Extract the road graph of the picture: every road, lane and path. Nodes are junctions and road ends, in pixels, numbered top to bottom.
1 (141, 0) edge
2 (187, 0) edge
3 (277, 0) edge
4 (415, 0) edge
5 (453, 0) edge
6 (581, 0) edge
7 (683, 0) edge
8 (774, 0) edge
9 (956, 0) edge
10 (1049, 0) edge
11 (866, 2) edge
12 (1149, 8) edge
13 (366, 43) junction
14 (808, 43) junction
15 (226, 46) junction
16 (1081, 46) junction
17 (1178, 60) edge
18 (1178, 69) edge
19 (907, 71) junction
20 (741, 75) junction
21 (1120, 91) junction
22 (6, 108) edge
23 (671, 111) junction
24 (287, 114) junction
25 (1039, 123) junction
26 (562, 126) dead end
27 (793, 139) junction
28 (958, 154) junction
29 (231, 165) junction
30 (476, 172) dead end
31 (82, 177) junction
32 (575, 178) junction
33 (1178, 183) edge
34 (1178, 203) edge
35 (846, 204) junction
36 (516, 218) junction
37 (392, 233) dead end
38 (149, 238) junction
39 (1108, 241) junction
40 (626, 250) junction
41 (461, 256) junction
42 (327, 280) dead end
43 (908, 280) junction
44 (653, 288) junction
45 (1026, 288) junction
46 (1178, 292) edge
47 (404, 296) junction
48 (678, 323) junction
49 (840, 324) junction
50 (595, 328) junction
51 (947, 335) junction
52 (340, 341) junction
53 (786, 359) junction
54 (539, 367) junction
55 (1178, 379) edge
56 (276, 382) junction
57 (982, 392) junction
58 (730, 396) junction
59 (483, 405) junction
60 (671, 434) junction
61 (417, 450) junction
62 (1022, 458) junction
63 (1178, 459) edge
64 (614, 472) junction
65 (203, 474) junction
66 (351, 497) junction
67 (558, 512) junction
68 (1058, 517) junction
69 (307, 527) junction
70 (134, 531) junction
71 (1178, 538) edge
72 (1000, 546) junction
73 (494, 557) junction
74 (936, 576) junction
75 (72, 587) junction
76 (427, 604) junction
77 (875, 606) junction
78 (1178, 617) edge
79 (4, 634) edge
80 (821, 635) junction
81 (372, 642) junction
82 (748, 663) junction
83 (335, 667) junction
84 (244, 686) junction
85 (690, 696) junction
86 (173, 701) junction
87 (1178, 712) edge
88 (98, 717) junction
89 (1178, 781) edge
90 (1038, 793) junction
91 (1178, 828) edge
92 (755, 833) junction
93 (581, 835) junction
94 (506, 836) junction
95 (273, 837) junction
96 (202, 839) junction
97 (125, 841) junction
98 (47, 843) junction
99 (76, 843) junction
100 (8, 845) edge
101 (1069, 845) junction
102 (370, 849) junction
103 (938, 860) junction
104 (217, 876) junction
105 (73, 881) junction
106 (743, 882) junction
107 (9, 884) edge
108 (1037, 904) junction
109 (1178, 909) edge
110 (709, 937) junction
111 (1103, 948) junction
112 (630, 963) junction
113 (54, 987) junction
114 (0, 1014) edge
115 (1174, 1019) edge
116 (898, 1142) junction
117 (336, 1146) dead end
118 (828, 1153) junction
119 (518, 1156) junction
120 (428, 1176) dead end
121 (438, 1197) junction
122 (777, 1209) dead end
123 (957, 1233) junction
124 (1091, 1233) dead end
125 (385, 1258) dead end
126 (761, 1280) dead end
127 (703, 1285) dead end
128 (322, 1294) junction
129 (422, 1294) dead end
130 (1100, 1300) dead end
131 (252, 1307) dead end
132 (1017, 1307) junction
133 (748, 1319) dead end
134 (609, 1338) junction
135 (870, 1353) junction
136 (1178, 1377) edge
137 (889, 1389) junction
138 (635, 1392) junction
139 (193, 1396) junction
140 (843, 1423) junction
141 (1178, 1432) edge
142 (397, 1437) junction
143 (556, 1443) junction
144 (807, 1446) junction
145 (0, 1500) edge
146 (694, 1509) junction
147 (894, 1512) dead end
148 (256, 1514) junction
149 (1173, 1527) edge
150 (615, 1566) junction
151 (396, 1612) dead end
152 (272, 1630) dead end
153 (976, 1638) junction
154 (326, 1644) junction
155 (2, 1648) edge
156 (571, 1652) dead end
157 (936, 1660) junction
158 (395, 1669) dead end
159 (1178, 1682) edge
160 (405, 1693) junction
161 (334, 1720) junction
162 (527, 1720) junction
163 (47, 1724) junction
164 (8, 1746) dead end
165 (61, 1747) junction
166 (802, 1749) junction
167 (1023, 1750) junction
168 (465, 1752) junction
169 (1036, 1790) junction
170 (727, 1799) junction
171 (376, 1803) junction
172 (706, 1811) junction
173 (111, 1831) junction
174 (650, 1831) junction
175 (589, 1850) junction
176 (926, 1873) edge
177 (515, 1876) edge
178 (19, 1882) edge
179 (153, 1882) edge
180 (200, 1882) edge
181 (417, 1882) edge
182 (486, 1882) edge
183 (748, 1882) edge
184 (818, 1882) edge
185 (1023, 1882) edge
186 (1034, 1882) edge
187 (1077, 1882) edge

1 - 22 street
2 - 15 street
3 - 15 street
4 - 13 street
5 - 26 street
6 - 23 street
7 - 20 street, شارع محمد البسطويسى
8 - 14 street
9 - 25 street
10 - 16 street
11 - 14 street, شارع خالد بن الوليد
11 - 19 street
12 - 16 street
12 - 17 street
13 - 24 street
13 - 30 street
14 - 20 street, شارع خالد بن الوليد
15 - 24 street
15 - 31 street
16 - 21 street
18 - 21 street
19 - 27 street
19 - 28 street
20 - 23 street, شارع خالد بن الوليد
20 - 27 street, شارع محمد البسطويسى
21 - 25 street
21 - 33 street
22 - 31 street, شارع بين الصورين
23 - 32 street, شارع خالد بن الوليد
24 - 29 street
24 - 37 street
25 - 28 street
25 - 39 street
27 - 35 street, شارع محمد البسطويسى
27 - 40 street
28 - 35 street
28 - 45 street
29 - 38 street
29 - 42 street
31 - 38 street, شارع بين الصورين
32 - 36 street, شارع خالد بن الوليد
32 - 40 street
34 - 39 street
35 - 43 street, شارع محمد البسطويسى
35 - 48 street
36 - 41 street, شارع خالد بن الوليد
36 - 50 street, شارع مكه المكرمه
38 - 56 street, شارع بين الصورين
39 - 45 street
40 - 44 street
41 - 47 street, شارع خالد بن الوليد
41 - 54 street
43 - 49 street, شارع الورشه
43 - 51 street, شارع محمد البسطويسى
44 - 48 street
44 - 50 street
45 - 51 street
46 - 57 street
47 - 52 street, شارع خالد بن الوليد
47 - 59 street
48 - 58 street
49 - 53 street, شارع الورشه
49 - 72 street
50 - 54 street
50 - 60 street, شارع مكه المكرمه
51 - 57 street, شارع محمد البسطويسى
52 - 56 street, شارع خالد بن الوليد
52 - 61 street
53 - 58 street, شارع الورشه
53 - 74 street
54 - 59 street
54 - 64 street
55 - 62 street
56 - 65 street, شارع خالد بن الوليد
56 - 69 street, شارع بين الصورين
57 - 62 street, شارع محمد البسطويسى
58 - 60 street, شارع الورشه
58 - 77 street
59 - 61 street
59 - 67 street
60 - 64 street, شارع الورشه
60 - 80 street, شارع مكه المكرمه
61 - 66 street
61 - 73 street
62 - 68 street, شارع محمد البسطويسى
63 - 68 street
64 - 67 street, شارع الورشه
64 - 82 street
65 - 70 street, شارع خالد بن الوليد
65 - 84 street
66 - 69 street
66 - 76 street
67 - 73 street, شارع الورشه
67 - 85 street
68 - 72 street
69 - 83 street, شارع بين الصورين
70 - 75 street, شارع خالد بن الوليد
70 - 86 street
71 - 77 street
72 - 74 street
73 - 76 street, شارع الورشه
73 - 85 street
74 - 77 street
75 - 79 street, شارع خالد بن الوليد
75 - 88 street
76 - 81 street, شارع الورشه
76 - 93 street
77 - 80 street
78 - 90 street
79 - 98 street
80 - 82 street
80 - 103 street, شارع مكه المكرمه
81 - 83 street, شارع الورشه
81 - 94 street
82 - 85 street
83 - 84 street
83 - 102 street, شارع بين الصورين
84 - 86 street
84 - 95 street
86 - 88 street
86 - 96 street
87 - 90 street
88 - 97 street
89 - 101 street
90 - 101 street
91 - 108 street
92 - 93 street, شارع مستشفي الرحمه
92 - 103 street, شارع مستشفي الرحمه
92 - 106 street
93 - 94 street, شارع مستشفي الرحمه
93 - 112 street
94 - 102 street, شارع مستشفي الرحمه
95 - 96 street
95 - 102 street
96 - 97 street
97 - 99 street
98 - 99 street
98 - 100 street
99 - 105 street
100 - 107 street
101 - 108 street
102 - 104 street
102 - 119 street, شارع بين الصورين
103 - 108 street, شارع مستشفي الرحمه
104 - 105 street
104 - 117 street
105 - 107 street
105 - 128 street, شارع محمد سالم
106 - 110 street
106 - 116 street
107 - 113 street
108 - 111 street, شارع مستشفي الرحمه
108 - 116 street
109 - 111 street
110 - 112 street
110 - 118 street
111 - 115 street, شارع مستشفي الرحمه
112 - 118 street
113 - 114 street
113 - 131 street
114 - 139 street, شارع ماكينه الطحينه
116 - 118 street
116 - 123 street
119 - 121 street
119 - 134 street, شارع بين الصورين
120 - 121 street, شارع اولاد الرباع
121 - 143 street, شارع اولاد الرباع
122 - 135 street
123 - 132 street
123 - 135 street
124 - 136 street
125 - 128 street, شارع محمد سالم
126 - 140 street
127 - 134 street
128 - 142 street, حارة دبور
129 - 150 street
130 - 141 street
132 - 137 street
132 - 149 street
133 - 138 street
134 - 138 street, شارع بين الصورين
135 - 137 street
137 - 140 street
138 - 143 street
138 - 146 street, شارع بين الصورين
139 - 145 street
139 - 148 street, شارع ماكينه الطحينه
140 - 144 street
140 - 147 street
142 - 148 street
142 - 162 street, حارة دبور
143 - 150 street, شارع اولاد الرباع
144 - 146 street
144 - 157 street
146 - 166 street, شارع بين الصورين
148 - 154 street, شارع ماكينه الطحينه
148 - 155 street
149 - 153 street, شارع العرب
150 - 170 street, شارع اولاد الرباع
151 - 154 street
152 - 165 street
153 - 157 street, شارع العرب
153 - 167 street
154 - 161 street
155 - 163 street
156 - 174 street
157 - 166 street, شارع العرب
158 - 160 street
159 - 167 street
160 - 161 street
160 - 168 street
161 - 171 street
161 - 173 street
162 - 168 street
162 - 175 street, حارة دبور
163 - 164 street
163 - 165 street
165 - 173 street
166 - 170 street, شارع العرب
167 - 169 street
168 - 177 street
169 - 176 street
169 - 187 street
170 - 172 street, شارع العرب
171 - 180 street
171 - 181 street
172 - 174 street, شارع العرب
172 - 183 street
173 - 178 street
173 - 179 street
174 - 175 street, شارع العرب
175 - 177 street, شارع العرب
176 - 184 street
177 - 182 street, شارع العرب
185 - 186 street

=-=-=-=-=

WHAT YOU HAVE TO DO: Wherever a line in the data above holds "ماكينه", copy that line.

OUTPUT FOR THIS EXERCISE:
114 - 139 street, شارع ماكينه الطحينه
139 - 148 street, شارع ماكينه الطحينه
148 - 154 street, شارع ماكينه الطحينه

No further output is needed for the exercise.